Сергей Антонов - Непогребенные
«Что за чушь лезет в голову? Какое алиби?!»
«Простое, товарищ Томский. Сон, который ты с легкостью обозначил вещим, мог и не быть сном. Разве тебе не случалось выходить ночью на платформу, а потом напрочь забывать о своих прогулках?»
Томский отбросил тряпку. Сел на кровати. Не утруждая себя расстегиванием пуговиц, стянул куртку через голову. В спешке зацепил рукой шишку, которую недавно набил. Почему так больно? Ощупав голову, Толик обнаружил вместо шишки настоящую, еще свежую ссадину. Когда он успел грохнуться головой еще раз? Неужели… Новое, самое страшное открытие Томский сделал спустя несколько секунд. Чуть пониже ключицы на коже краснели три борозды. Раны оставили не раскаленные угли, которыми швырялся воображаемый монстр. Нет. Это были следы ногтей. Круг замкнулся. Третья версия, как и замечание Русакова о Джекиле и Хайде, оказалась верной.

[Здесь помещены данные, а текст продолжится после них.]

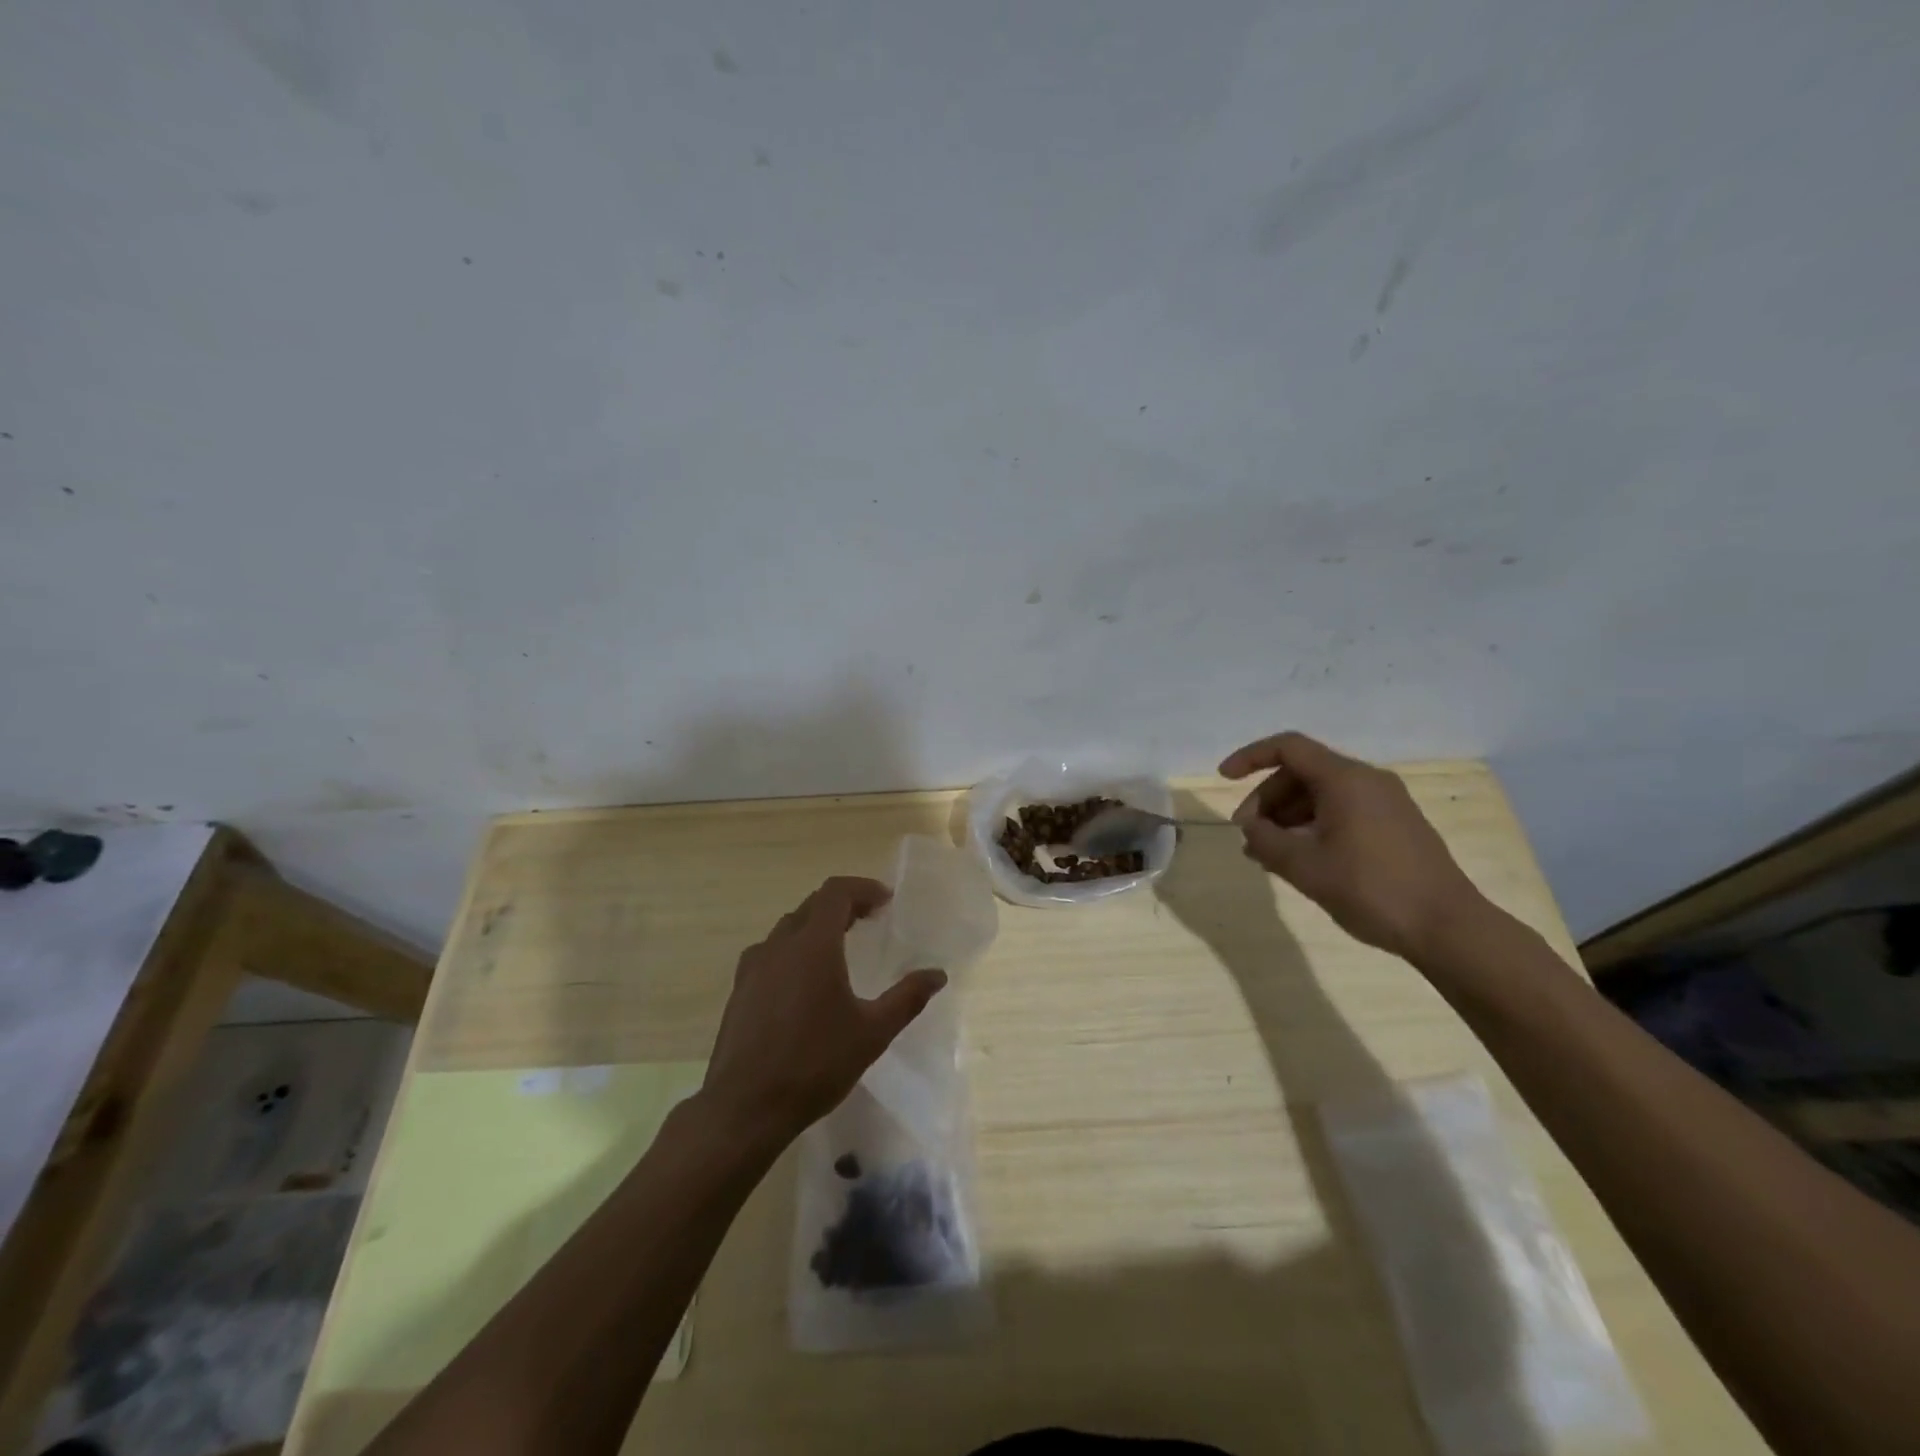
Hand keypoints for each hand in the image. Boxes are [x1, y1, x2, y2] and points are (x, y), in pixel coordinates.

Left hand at [699, 876, 947, 1150]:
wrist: (744, 1107)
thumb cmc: (814, 1064)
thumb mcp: (872, 1033)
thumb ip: (907, 998)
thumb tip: (938, 974)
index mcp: (813, 945)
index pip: (836, 893)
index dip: (863, 889)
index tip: (886, 901)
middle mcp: (780, 945)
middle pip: (812, 905)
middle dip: (843, 904)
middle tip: (870, 919)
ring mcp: (753, 967)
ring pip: (788, 927)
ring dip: (816, 926)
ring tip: (839, 946)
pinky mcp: (739, 990)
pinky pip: (770, 952)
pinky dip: (793, 948)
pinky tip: (802, 980)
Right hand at [1219, 731, 1487, 962]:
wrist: (1448, 927)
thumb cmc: (1370, 889)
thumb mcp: (1304, 867)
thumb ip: (1265, 841)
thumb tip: (1250, 829)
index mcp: (1345, 779)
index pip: (1288, 747)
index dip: (1250, 757)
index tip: (1223, 778)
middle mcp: (1367, 781)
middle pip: (1302, 773)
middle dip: (1267, 799)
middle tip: (1248, 834)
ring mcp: (1386, 803)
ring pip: (1321, 794)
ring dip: (1287, 817)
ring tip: (1268, 854)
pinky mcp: (1395, 825)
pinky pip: (1342, 811)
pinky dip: (1312, 826)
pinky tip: (1300, 859)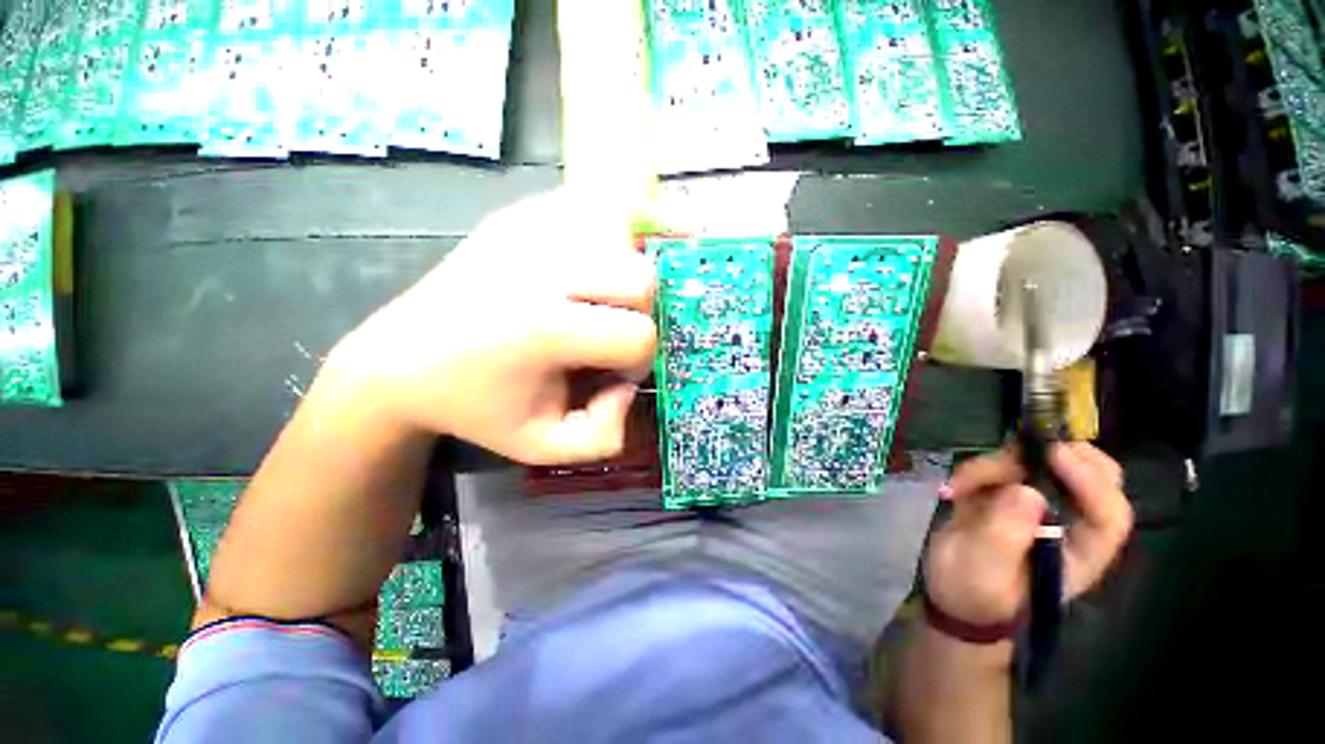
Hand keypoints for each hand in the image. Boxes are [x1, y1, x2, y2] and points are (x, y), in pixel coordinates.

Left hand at [323, 190, 656, 464]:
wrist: (402, 360)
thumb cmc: (478, 408)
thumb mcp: (543, 447)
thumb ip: (605, 435)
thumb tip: (629, 386)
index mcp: (544, 328)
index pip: (638, 334)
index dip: (637, 361)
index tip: (610, 372)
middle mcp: (540, 266)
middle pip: (640, 278)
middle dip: (639, 314)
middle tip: (607, 332)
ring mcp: (527, 229)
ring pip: (623, 236)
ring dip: (624, 276)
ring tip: (595, 301)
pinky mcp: (518, 213)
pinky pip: (590, 212)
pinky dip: (602, 241)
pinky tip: (579, 273)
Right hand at [924, 443, 1132, 629]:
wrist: (949, 591)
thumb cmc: (973, 592)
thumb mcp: (985, 570)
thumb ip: (1006, 534)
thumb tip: (1026, 492)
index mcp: (1079, 553)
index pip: (1108, 515)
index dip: (1090, 481)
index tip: (1054, 453)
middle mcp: (1069, 524)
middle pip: (1094, 477)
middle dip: (1060, 455)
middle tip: (1024, 444)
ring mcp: (1039, 506)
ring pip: (1038, 465)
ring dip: (996, 466)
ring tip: (960, 486)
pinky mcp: (1009, 494)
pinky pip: (1002, 467)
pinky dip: (976, 471)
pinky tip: (954, 489)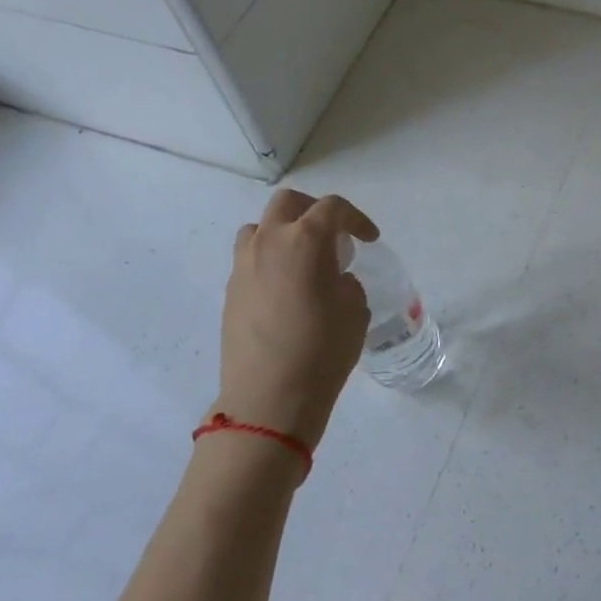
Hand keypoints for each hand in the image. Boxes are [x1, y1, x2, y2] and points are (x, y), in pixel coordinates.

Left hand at [213, 189, 378, 446]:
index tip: (369, 240)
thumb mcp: (355, 310)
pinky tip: (286, 290)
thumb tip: (332, 279)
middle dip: (314, 211)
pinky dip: (270, 260)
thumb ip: (346, 282)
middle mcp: (269, 242)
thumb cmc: (323, 349)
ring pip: (260, 228)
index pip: (332, 208)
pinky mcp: (230, 291)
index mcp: (305, 240)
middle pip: (288, 203)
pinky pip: (250, 258)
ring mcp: (243, 266)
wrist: (269, 397)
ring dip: (284, 232)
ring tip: (304, 260)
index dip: (356, 218)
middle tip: (334, 236)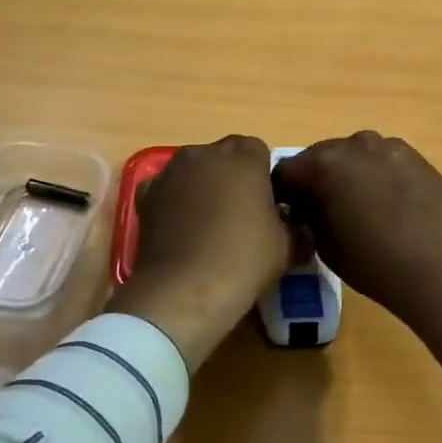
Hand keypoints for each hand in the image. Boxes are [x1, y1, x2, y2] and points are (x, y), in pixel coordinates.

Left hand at [106, 135, 292, 373]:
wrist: (185, 290)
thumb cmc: (245, 259)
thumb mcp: (289, 246)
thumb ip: (296, 225)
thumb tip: (296, 226)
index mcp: (244, 156)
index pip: (260, 152)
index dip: (264, 178)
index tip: (268, 206)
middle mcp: (204, 153)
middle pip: (224, 158)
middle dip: (232, 178)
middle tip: (240, 216)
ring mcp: (170, 172)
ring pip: (193, 172)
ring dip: (202, 188)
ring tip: (208, 225)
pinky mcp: (145, 195)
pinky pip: (167, 191)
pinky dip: (174, 203)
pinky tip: (181, 231)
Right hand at [274, 132, 441, 368]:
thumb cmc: (375, 264)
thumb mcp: (325, 246)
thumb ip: (309, 215)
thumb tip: (305, 205)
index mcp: (324, 164)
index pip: (286, 170)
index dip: (283, 193)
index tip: (287, 213)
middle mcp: (355, 145)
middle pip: (321, 156)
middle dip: (315, 179)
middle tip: (320, 210)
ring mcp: (390, 147)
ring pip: (355, 154)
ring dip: (347, 173)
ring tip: (357, 206)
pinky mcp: (417, 157)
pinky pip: (383, 160)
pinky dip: (376, 174)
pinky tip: (387, 203)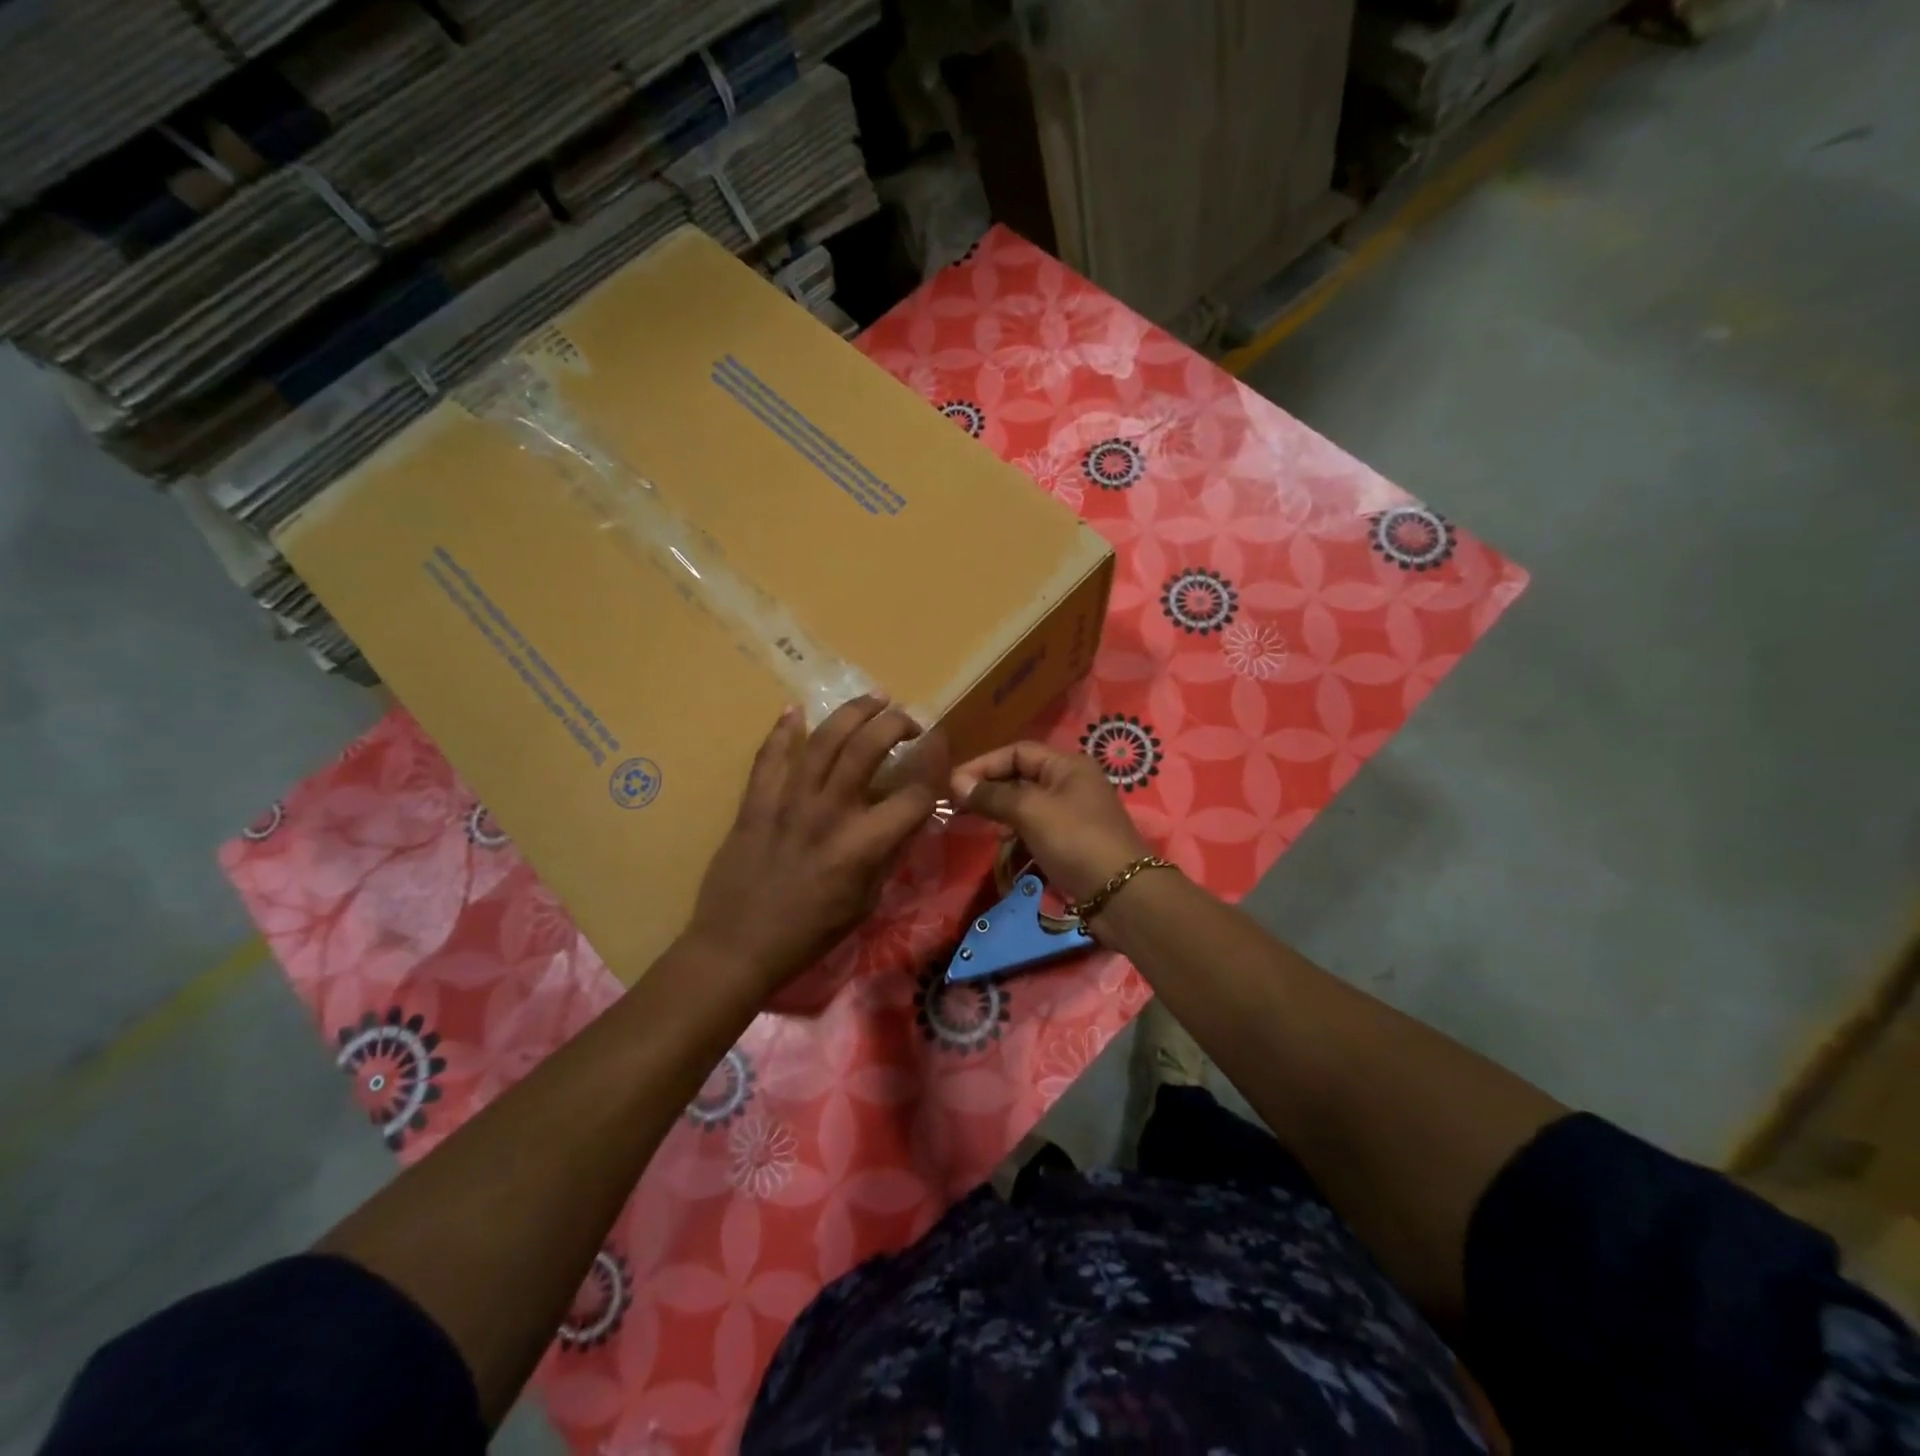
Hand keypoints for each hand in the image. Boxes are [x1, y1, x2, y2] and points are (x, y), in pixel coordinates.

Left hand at [687, 698, 937, 1000]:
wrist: (737, 947)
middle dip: (896, 724)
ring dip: (852, 712)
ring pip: (823, 739)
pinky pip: (769, 755)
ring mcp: (787, 802)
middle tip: (909, 720)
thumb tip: (911, 817)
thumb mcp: (865, 902)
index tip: (941, 751)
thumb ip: (889, 854)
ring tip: (874, 698)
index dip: (935, 769)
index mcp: (861, 845)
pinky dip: (783, 730)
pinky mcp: (755, 802)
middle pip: (868, 748)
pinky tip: (795, 711)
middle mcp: (828, 813)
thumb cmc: (809, 934)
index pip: (914, 795)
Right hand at [951, 741, 1151, 903]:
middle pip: (1022, 777)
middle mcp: (1072, 784)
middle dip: (990, 789)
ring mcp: (1073, 814)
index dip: (984, 764)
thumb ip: (993, 795)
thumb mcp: (1031, 811)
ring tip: (977, 824)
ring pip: (1027, 805)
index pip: (1017, 752)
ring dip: (1001, 813)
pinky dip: (1017, 834)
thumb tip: (956, 782)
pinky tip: (1004, 845)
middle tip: (957, 806)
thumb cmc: (1075, 840)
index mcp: (1068, 765)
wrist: (1121, 895)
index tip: (953, 784)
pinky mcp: (1072, 842)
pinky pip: (1036, 829)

«Ты нашел убийцу, Томский. Не выходя из своей комнаты, вычислил подонка, задушившего мальчишку. Дело раскрыто, принимай поздравления».
Сколько проблем и головных болей снято в один момент. Не понадобится искать Академлаг, которого, может быть, давно не существует. Не потребуется прятать свое заболевание от людей. Все просто и ясно. Сказать людям правду и ответить за преступление. Без скидок за былые заслуги. Он убил невинного мальчишку. Этому нет никаких оправданий.
Толя собирался встать и направиться к двери, но как только поднялся с кровати, тут же рухнул на колени. На этот раз не из-за приступа. Он молотил кулаками по полу и первый раз в жизни рыдал. Призывал проклятия на свою голову, проклинал профессора Корбута, который хоть и умер, но все-таки победил. Даже находясь в аду, смог манипулировать своим бывшим пациентом. Расчленить его на натуру на две части и сделать так, чтобы темная половина возобладала над светлой.
Когда слезы закончились, Томский еще некоторое время лежал на полу, прислушиваясь к ноющей боли в сбитых до крови костяшках пальцев. Сможет ли он выдержать испытание презрением и ненавистью тех, кто совсем недавно в него верил? Ответить на этот вопрос Толя не мог. Он победил во многих сражениях, а сейчас проиграл битву с самим собой. Как быть? Томский встал. Поднес руки к лицу. Кисти были покрыты густым слоем спекшейся крови. Как будто багровые перчатки.
Толя закрыл глаза. Выждал несколько секунд и вновь посмотрел на руки. Галлюцинация… Да, пальцы дрожали, но крови было совсем немного. Багровые перчатки появились, чтобы напомнить о том, что отныне он относится к типу людей, о которых говорят: руки по локоть в крови.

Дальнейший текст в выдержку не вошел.